START EXERCISE DATA
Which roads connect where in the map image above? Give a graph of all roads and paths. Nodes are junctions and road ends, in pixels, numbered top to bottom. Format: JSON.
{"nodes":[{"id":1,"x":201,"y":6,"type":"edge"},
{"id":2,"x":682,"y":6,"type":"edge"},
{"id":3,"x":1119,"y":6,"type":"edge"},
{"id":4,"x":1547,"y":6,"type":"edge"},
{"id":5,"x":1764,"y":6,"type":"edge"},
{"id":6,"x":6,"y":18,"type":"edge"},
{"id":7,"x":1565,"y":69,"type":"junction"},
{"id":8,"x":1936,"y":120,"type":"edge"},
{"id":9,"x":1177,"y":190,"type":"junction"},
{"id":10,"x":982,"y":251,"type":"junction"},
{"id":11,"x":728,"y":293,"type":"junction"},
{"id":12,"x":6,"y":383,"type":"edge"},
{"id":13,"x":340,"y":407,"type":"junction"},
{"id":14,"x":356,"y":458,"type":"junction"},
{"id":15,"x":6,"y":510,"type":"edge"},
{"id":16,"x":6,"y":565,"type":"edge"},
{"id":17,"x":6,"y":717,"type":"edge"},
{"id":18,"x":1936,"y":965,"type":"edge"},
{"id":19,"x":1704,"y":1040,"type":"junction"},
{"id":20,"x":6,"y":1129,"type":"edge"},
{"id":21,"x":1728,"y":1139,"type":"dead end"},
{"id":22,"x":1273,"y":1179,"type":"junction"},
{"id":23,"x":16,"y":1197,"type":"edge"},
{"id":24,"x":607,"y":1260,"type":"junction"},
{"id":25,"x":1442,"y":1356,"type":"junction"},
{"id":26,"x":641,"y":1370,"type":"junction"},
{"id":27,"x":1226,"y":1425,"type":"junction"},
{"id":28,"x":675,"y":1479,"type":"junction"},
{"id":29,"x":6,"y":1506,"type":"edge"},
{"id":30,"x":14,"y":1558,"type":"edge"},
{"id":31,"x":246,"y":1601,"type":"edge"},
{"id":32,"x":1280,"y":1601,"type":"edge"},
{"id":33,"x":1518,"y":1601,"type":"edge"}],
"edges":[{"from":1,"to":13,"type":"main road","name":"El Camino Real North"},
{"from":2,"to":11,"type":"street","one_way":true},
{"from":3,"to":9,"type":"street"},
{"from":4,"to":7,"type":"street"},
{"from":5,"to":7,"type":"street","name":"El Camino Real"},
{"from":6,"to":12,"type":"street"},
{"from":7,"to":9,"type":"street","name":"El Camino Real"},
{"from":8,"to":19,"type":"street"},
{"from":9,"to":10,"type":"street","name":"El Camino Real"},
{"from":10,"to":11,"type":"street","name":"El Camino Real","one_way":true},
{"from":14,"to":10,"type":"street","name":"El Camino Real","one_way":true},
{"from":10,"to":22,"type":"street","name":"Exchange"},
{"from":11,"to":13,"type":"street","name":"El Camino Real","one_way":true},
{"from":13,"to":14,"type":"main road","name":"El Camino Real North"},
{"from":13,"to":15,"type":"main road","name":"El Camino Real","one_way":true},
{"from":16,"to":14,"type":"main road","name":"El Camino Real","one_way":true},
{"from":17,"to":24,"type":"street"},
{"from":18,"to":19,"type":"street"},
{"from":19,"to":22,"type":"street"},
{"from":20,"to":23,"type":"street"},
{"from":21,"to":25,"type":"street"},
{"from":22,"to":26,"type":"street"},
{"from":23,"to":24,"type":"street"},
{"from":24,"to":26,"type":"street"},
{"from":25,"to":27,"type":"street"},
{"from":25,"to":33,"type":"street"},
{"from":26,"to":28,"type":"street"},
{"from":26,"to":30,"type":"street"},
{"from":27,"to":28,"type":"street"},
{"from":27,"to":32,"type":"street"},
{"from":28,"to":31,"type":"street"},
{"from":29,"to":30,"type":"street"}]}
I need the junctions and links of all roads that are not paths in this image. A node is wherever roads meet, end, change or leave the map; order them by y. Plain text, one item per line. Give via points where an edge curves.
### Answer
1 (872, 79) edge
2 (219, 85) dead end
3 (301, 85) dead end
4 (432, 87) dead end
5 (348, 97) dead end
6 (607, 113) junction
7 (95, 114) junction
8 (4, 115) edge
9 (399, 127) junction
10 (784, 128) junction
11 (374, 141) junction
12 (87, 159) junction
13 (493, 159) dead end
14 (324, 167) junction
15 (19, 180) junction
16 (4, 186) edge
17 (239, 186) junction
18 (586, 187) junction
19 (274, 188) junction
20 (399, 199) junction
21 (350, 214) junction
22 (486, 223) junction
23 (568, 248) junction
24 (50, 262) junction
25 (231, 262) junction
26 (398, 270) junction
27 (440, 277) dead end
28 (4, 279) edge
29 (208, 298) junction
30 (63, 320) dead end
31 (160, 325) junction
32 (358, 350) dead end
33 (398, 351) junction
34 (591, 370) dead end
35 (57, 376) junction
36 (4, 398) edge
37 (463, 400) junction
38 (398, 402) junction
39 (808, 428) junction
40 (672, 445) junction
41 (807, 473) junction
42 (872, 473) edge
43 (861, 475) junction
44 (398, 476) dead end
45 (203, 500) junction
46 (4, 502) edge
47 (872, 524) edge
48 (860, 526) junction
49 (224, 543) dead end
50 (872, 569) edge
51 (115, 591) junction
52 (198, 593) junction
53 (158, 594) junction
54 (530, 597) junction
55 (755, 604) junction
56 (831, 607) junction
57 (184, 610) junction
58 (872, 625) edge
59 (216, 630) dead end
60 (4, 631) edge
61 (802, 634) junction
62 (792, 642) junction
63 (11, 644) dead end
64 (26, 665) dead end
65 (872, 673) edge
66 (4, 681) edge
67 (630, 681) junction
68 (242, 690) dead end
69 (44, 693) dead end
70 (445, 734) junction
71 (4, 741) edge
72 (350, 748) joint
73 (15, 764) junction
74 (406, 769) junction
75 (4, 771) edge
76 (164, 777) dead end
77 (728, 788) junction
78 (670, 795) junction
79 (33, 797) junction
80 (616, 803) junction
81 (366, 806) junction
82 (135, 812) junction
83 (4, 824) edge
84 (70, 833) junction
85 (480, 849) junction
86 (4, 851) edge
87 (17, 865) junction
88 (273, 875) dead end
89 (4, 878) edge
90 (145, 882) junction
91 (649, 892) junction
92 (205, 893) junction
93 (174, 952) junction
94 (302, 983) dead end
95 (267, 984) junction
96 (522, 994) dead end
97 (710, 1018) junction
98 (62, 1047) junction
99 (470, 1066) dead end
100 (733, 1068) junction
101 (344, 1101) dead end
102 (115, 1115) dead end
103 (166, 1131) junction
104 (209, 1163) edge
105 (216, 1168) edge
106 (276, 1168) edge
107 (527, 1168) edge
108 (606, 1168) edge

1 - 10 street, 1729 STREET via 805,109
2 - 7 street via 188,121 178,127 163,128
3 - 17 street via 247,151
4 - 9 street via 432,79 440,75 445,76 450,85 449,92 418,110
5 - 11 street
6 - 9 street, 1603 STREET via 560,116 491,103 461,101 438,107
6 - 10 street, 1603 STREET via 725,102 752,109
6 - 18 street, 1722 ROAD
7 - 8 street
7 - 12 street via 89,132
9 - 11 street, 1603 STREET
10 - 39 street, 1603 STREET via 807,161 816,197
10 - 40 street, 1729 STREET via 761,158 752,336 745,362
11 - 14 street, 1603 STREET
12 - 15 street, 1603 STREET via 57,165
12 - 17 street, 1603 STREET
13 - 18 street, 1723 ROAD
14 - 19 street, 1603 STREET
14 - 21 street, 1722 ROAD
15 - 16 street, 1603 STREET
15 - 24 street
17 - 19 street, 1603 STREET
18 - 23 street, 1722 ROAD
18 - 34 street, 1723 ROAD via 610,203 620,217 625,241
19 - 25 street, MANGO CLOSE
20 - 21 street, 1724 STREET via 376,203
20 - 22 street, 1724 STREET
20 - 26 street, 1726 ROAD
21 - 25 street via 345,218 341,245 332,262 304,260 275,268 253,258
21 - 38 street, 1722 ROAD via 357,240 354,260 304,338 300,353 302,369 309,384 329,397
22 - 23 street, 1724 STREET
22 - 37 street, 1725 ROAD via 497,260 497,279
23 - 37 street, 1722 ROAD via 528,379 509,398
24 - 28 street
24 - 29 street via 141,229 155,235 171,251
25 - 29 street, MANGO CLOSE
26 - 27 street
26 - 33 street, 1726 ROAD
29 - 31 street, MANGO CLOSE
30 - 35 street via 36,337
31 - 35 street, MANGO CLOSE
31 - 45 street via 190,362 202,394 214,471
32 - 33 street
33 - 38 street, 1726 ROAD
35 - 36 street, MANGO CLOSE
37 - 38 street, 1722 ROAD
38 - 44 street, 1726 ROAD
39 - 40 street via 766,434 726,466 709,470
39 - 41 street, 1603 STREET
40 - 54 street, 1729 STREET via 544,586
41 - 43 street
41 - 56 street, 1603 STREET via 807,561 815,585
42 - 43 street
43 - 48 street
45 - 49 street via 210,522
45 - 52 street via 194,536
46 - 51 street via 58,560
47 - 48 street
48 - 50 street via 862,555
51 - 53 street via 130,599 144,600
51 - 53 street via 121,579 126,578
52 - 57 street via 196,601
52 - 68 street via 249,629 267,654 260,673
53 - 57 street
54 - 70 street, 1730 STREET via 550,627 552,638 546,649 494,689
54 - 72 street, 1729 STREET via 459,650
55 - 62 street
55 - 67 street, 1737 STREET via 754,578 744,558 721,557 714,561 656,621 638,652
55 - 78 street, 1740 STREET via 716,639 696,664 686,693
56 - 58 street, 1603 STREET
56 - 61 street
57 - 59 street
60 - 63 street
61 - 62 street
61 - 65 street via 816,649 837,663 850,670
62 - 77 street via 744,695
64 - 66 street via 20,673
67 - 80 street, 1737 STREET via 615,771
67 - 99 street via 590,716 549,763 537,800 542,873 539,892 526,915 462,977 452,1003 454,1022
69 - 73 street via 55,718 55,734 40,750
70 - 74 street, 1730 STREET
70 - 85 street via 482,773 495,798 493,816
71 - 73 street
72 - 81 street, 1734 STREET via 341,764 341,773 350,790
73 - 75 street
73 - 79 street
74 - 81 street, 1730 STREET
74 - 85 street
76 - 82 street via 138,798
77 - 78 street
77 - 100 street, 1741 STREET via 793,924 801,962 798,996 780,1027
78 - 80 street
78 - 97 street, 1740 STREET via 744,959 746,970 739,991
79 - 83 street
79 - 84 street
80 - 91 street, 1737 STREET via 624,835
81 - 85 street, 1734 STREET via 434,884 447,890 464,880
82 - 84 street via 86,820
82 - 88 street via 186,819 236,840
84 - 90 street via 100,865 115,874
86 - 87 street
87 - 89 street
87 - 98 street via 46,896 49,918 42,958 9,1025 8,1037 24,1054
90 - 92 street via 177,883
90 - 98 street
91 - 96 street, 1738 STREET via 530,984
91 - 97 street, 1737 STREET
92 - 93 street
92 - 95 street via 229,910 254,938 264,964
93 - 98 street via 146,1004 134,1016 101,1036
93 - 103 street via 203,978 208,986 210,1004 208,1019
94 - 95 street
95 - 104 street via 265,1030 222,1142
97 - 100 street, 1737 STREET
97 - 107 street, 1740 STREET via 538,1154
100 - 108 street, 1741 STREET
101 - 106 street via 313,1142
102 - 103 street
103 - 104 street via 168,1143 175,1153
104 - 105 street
END EXERCISE DATA
REQUIREMENT: Using the listing above, pick out each line that contains the word "where", then copy it.

ANSWER SECTION:
Which roads connect where in the map image above? Give a graph of all roads and paths. Nodes are junctions and road ends, in pixels, numbered top to bottom. Format: JSON.
I need the junctions and links of all roads that are not paths in this image. A node is wherever roads meet, end, change or leave the map; order them by y. Plain text, one item per line. Give via points where an edge curves.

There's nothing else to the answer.